This spring, we undertook a project to migrate some customers to custom-trained ensembles of multiple types of models. These customers were both strategically important to us, as well as internally quite sophisticated in how they used our scores in combination with other signals. It was critical that these customers not be disrupted by the transition. We used the above technique, and checked score distributions for the old models, for the new raw models, and for the new remapped models, and confirmed that the new remapped models very closely matched the score distribution of the original models.
This is visible in the below figure, where for each model we have both the CDF and the PDF. Note also that these distributions were not all captured over exactly the same time period, so some discrepancy between the old model and the remapped new model is to be expected.
Will customers benefit from updating their fixed thresholds after one of these model updates?
Potentially. By preserving the score distribution while improving the AUCROC, we can make sure that customers are better off after the model change than before. They’ll block the same fraction of users/orders, but a greater proportion of those decisions will turn out to be correct.
However, this mechanism cannot ensure that the existing threshold will be optimal for any given preferences for precision vs recall (i.e. for your favored F-measure). A model deploy which improves AUCROC and is mapped to match the preexisting score distribution may allow customers to raise their auto-block threshold, lower their auto-accept threshold, or both.
So every model release will be unnoticeably smooth going forward?

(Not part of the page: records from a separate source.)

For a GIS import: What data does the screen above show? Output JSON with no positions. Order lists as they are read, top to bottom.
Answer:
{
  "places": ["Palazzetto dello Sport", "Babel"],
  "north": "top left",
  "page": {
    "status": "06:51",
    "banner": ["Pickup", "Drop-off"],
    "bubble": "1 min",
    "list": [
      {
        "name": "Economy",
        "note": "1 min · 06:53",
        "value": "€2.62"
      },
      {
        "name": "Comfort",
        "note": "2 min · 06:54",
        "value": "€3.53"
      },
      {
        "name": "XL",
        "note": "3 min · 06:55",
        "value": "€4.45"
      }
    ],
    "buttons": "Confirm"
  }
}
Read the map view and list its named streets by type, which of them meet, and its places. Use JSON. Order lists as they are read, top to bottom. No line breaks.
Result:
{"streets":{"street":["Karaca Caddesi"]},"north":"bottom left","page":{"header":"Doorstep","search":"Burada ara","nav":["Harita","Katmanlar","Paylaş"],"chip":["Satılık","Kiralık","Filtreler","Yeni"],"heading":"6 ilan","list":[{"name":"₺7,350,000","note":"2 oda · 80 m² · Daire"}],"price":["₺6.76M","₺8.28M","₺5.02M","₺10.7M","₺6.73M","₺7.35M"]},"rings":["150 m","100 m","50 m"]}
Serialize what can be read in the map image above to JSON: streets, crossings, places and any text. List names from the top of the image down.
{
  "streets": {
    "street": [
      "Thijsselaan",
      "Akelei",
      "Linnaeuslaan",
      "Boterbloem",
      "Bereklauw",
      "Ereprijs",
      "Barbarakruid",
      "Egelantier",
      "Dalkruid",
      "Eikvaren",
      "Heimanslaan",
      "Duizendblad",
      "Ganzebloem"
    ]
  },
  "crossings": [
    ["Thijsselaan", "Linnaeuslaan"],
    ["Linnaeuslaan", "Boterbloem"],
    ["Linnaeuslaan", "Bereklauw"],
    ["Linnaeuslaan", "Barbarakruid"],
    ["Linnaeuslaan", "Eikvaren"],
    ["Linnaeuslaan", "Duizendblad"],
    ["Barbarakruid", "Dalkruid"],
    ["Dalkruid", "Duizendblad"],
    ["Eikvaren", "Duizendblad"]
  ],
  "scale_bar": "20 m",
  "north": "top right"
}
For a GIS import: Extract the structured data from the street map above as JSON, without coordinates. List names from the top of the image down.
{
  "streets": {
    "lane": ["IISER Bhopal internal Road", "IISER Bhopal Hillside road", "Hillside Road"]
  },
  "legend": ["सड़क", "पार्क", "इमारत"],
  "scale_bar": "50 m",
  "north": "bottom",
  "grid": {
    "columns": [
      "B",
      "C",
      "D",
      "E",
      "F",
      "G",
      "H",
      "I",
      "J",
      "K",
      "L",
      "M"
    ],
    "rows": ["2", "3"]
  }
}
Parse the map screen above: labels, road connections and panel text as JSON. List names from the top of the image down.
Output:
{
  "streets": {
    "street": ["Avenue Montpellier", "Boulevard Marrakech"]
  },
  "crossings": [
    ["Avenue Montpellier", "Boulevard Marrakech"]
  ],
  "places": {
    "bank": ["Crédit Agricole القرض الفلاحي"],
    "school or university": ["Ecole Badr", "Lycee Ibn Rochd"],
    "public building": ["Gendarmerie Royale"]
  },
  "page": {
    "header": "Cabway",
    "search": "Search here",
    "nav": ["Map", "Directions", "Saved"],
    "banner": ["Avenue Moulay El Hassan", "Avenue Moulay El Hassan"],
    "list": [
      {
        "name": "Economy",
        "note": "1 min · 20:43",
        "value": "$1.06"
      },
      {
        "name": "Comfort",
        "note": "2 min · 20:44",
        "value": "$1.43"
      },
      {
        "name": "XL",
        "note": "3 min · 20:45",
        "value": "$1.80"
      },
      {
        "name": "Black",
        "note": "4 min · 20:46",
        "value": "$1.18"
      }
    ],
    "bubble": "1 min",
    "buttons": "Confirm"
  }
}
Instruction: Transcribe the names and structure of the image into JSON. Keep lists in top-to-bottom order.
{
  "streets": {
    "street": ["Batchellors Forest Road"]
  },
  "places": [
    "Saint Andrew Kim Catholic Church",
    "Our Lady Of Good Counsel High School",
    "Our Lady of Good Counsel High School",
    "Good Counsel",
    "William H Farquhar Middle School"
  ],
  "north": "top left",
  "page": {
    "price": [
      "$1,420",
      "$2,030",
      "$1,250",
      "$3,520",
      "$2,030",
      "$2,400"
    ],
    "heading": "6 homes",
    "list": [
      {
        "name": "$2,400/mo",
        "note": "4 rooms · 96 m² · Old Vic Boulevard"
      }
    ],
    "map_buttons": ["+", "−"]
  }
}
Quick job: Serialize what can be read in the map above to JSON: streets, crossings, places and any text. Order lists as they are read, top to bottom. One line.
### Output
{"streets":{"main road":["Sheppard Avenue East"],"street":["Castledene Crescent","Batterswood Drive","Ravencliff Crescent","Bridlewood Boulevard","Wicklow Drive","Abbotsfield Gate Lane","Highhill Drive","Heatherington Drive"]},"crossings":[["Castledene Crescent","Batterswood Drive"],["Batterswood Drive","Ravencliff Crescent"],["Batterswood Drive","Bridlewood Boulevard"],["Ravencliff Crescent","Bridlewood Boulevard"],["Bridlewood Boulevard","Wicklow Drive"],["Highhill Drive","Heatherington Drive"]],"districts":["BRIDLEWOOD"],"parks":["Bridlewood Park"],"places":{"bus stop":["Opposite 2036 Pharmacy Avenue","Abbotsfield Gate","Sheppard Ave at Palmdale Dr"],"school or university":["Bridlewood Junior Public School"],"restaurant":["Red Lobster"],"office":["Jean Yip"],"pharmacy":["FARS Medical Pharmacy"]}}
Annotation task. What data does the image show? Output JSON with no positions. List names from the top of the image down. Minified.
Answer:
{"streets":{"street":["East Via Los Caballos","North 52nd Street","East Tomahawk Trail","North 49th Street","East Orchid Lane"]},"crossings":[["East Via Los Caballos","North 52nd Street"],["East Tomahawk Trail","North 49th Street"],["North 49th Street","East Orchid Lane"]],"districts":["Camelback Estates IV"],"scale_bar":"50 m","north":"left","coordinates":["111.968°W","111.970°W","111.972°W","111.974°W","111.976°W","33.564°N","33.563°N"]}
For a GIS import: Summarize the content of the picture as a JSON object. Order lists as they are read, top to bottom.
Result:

Unfortunately, that’s not yet true. In particular, the stringent requirements on the number of data points in order to capture the CDF of the new model make this process quite slow. For this reason, we use this technique proactively for large model changes which we expect would change the score distribution meaningfully (such as migrating a customer to a new model type). However, for our regularly scheduled model releases (where almost all customers stay on the same model type, but with refreshed data and features), we use a different set of tools to detect which customers will have significant shifts, rather than preemptively avoid such shifts occurring at all.
When you use this technique, should a customer be unable to notice a model change?
Not quite. This technique should avoid changes in the top-level score distribution. However, it doesn’t preserve score distributions of subsets of users or orders — and this ability to shift is necessary for us to actually improve accuracy. For example, if our new model finds that users with emails from a specific domain are more likely to be fraudulent, the distribution of scores for those users should change. A natural extension of this observation is that the scores of individuals may change dramatically when we change models.